══ Dataset content
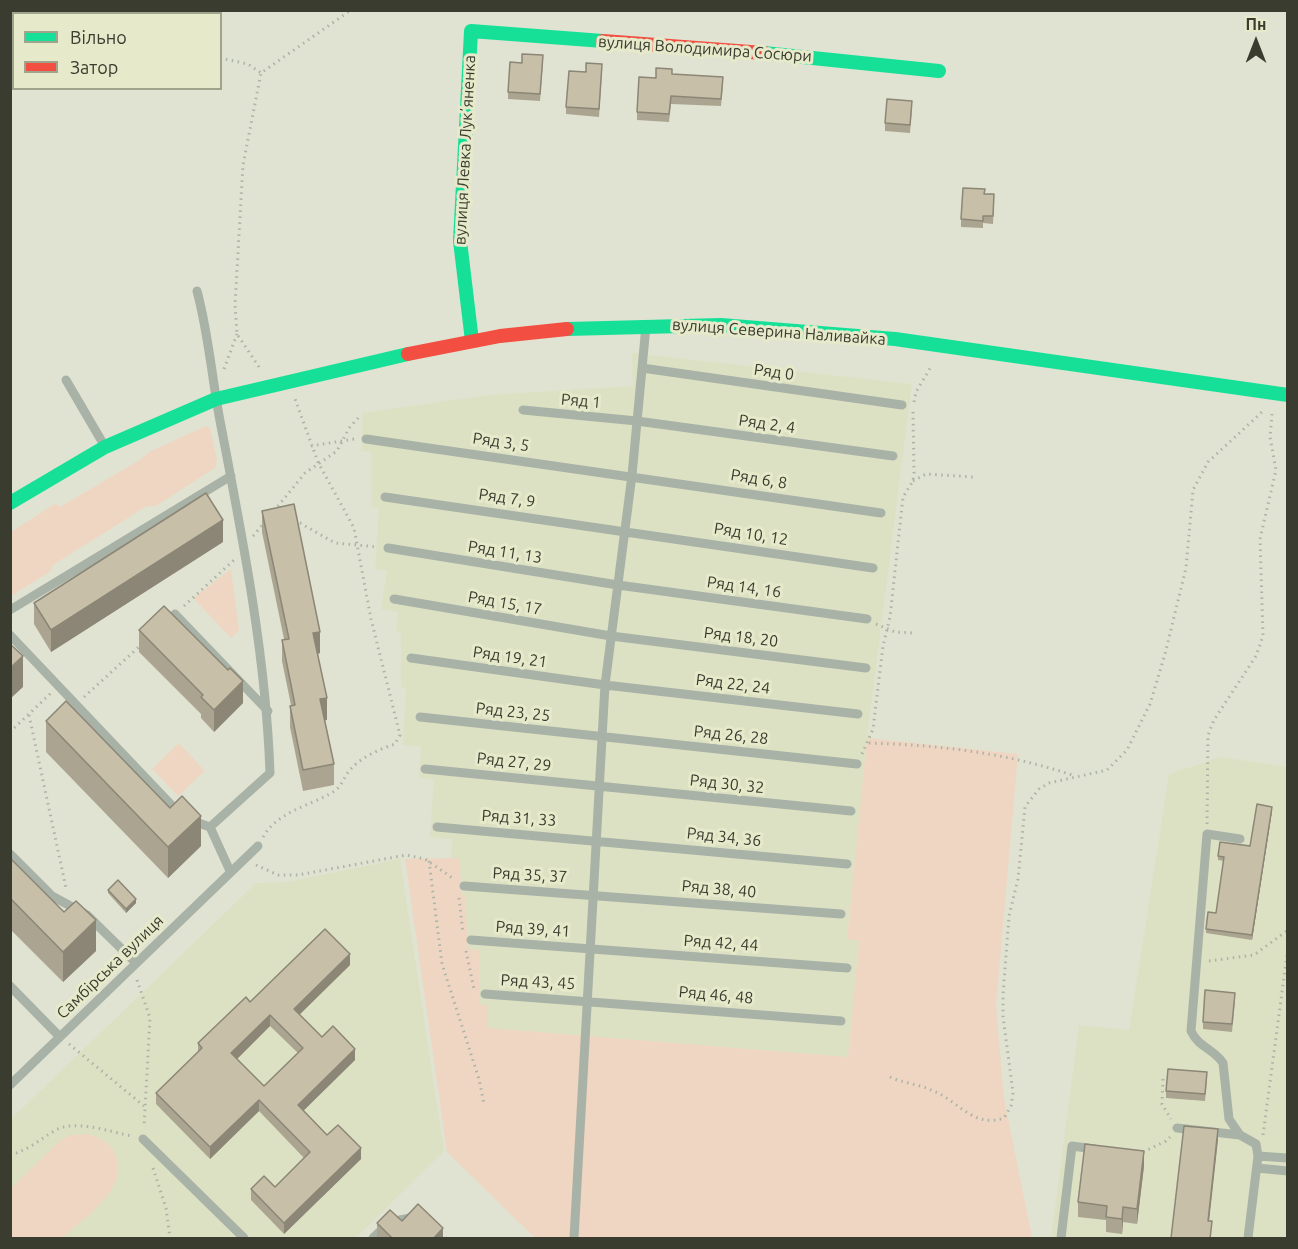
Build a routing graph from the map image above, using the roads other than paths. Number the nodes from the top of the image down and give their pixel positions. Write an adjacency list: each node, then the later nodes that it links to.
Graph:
════
══ Dataset content
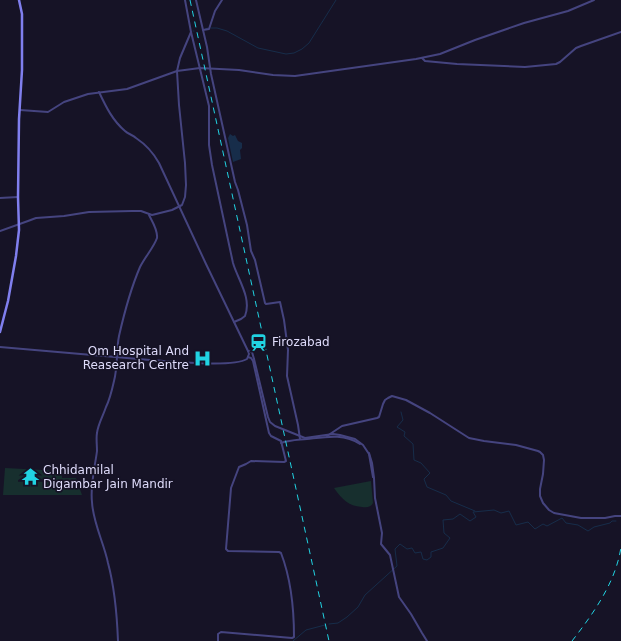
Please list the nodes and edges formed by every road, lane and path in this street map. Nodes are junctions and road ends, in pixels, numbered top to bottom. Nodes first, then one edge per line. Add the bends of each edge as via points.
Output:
════
Your task>
Gather all lines from the records above in which "then" appears.

The completed task>
Build a routing graph from the map image above, using the roads other than paths. Number the nodes from the top of the image down and give their pixel positions. Write an adjacency list: each node, then the later nodes that it links to.
Please list the nodes and edges formed by every road, lane and path in this street map. Nodes are junctions and road ends, in pixels, numbered top to bottom. Nodes first, then one edge per line. Add the bends of each edge as via points.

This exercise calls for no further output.